Before the pandemic, military spouse unemployment was 22%. Since the pandemic, it's expected to rise to 35%.

Sue eventually found a job working at a military-focused nonprofit, and it helped her get the experience she needed to create her own dedicated military spouse program. She wrote a book and started saving up enough money to start the National Military Spouse Network (NMSN), which she founded in 2010 as the first organization of its kind.

"I founded the NMSN to help professional military spouses develop flexible careers they could perform from any location."

"Over the years, the program has expanded to include a free digital magazine, professional development events, drafting annual White Papers and organizing national and local advocacy to address the issues of most concern to the professional military spouse community," she says.

Not only was NMSN's mission important to Sue on a personal level she also saw it as part of something bigger than herself.

"Gone are the days when families can thrive on one salary. Like everyone else, most military families rely on two salaries to make ends meet. If a military spouse wants or needs to work, they should be able to," she says.

"When less than one percent of our population serves in the military," she continues, "we need to be able to not only recruit the best and the brightest but also retain them."

"We lose out as a nation when service members leave the force because their spouse is unable to find employment. We see it as a national security issue."

"The NMSN team has worked tirelessly to jumpstart the discussion and keep the challenges affecting military spouses top of mind. We have elevated the conversation to Congress and the White House," she continues. "I'm so proud of the fact that corporations, the government, and the general public are increasingly interested in the issues affecting military spouses and recognizing the employment roadblocks they unfairly have faced."

"We have collectively made other people care, and in doing so, we elevated the issues of military spouse unemployment to a national and global level," she adds. "In the process, we've also empowered military spouses to advocate for themselves and our community so that military spouse employment issues can continue to remain at the forefront."

Not only has NMSN become a sought-after leader in the military spouse employment space, but Sue has also seen the career she dreamed of materializing for herself. She was recently invited to participate in the public re-launch of Joining Forces, a White House initiative supporting military and veteran families, with First Lady Dr. Jill Biden.

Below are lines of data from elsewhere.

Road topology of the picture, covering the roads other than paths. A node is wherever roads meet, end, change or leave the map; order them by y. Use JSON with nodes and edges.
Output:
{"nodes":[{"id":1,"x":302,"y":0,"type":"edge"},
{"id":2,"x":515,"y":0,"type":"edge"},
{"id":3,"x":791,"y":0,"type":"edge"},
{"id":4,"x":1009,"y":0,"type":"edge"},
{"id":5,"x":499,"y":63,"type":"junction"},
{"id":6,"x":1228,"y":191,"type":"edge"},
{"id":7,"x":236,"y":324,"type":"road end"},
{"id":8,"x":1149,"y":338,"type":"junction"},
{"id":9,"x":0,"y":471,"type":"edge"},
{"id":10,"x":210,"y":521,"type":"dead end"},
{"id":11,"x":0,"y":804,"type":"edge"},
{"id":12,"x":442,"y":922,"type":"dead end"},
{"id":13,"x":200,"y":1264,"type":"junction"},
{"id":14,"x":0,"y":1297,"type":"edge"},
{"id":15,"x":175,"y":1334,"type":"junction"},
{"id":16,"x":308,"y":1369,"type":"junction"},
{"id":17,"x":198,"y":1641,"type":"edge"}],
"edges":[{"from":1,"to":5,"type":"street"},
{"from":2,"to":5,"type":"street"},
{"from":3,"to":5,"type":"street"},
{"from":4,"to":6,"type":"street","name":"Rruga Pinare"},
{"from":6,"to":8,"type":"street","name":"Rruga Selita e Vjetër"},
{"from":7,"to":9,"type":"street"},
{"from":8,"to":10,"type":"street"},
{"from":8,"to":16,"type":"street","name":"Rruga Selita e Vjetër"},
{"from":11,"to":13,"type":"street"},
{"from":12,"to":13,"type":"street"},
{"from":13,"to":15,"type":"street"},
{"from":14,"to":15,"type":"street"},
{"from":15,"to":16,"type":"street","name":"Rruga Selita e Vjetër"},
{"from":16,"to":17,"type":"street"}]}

She has also had two of her recommendations for practical solutions introduced into legislation just this year. She was the first in the Air Force community to show leadership the power of social media to reach both their airmen and their military families.

That is why Sue is one of Tory Burch's "Empowered Women" this year. The $5,000 donation will be going to The Madeira School, a school that Sue herself attended when she was in high school because, she says, "the lessons I learned there as a student pretty much set the tone for my personal and professional life. It's so meaningful to know that the donation will go towards making a Madeira education more accessible to those who may not otherwise be able to afford it and providing them with a life-changing opportunity."

Most military children will move one to three times during high school so having a continuous four-year experience at one high school can be an important gift. After traveling for much of her formative years, Sue attended Madeira and found herself "in an environment that fostered confidence and empowerment. As young women, we were expected to have a voice and advocate not just for ourselves, but for those around us."